(Dataset excerpts)

====

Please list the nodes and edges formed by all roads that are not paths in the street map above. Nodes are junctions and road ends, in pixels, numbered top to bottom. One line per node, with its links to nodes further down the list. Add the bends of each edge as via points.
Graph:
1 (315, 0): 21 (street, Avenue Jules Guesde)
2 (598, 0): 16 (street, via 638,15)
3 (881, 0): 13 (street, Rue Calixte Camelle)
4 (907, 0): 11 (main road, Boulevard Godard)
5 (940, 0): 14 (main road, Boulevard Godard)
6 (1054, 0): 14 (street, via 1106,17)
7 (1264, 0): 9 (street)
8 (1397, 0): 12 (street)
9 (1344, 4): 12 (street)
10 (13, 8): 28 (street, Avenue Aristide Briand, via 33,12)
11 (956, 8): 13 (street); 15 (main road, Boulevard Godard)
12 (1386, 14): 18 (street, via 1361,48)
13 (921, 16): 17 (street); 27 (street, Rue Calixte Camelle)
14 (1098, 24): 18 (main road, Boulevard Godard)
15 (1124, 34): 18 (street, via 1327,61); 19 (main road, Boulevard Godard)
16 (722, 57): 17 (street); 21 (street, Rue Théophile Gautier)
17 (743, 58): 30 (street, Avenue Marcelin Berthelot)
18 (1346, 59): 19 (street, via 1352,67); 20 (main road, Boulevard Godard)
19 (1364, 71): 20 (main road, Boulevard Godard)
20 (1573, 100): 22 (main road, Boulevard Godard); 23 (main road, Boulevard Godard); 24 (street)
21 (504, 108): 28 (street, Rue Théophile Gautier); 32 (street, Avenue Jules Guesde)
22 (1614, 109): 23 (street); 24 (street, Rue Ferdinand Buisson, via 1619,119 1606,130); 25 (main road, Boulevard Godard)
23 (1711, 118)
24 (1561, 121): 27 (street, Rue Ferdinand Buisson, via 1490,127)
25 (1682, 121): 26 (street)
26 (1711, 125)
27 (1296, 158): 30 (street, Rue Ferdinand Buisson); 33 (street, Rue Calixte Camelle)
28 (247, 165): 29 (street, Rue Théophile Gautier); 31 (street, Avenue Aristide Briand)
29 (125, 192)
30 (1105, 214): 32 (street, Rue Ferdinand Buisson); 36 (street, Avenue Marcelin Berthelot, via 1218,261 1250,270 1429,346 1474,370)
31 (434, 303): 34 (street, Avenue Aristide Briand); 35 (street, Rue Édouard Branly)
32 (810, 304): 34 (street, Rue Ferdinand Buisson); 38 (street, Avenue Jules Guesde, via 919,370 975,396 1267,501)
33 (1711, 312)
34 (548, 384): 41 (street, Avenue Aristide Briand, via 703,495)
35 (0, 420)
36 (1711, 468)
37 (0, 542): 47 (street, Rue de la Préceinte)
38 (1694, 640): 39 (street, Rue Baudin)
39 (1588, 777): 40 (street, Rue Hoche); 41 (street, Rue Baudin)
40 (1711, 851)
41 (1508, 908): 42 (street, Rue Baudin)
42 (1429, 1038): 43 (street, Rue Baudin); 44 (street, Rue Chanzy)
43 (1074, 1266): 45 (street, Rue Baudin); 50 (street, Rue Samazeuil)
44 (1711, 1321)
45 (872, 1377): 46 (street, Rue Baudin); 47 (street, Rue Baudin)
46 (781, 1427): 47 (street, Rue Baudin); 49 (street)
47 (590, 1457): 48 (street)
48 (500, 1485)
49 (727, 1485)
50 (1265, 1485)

====

→ **Assigned task**
Return every record above. Copy each one exactly.

→ **Response area**
Please list the nodes and edges formed by all roads that are not paths in the street map above. Nodes are junctions and road ends, in pixels, numbered top to bottom. One line per node, with its links to nodes further down the list. Add the bends of each edge as via points.
Graph:
1 (315, 0): 21 (street, Avenue Jules Guesde)
2 (598, 0): 16 (street, via 638,15)
3 (881, 0): 13 (street, Rue Calixte Camelle)
4 (907, 0): 11 (main road, Boulevard Godard)
5 (940, 0): 14 (main road, Boulevard Godard)
6 (1054, 0): 14 (street, via 1106,17)
7 (1264, 0): 9 (street)
8 (1397, 0): 12 (street)
9 (1344, 4): 12 (street)
10 (13, 8): 28 (street, Avenue Aristide Briand, via 33,12)
11 (956, 8): 13 (street); 15 (main road, Boulevard Godard)
12 (1386, 14): 18 (street, via 1361,48)
13 (921, 16): 17 (street); 27 (street, Rue Calixte Camelle)
14 (1098, 24): 18 (main road, Boulevard Godard)
15 (1124, 34): 18 (street, via 1327,61); 19 (main road, Boulevard Godard)
16 (722, 57): 17 (street); 21 (street, Rue Théophile Gautier)
17 (743, 58): 30 (street, Avenue Marcelin Berthelot)
18 (1346, 59): 19 (street, via 1352,67); 20 (main road, Boulevard Godard)
19 (1364, 71): 20 (main road, Boulevard Godard)
20 (1573, 100): 22 (main road, Boulevard Godard); 23 (main road, Boulevard Godard); 24 (street)
21 (504, 108): 28 (street, Rue Théophile Gautier); 32 (street, Avenue Jules Guesde)
22 (1614, 109): 23 (street); 24 (street, Rue Ferdinand Buisson, via 1619,119 1606,130); 25 (main road, Boulevard Godard)
23 (1711, 118)
24 (1561, 121): 27 (street, Rue Ferdinand Buisson, via 1490,127)
25 (1682, 121): 26 (street)
26 (1711, 125)
27 (1296, 158): 30 (street, Rue Ferdinand Buisson); 33 (street, Rue Calixte Camelle)
28 (247, 165): 29 (street, Rue Théophile Gautier); 31 (street, Avenue Aristide Briand)
29 (125, 192)
30 (1105, 214): 32 (street, Rue Ferdinand Buisson); 36 (street, Avenue Marcelin Berthelot, via 1218,261 1250,270 1429,346 1474,370)
31 (434, 303): 34 (street, Avenue Aristide Briand); 35 (street, Rue Édouard Branly)
32 (810, 304): 34 (street, Rue Ferdinand Buisson); 38 (street, Avenue Jules Guesde, via 919,370 975,396 1267,501)
33 (1711, 312)
34 (548, 384): 41 (street, Avenue Aristide Briand, via 703,495)
35 (0, 420)
36 (1711, 468)
37 (0, 542): 47 (street, Rue de la Préceinte)
38 (1694, 640): 39 (street, Rue Baudin)
39 (1588, 777): 40 (street, Rue Hoche); 41 (street, Rue Baudin)
40 (1711, 851)
41 (1508, 908): 42 (street, Rue Baudin)
42 (1429, 1038): 43 (street, Rue Baudin); 44 (street, Rue Chanzy)
43 (1074, 1266): 45 (street, Rue Baudin); 50 (street, Rue Samazeuil)
44 (1711, 1321)
45 (872, 1377): 46 (street, Rue Baudin); 47 (street, Rue Baudin)
46 (781, 1427): 47 (street, Rue Baudin); 49 (street)
47 (590, 1457): 48 (street)
48 (500, 1485)
49 (727, 1485)
50 (1265, 1485)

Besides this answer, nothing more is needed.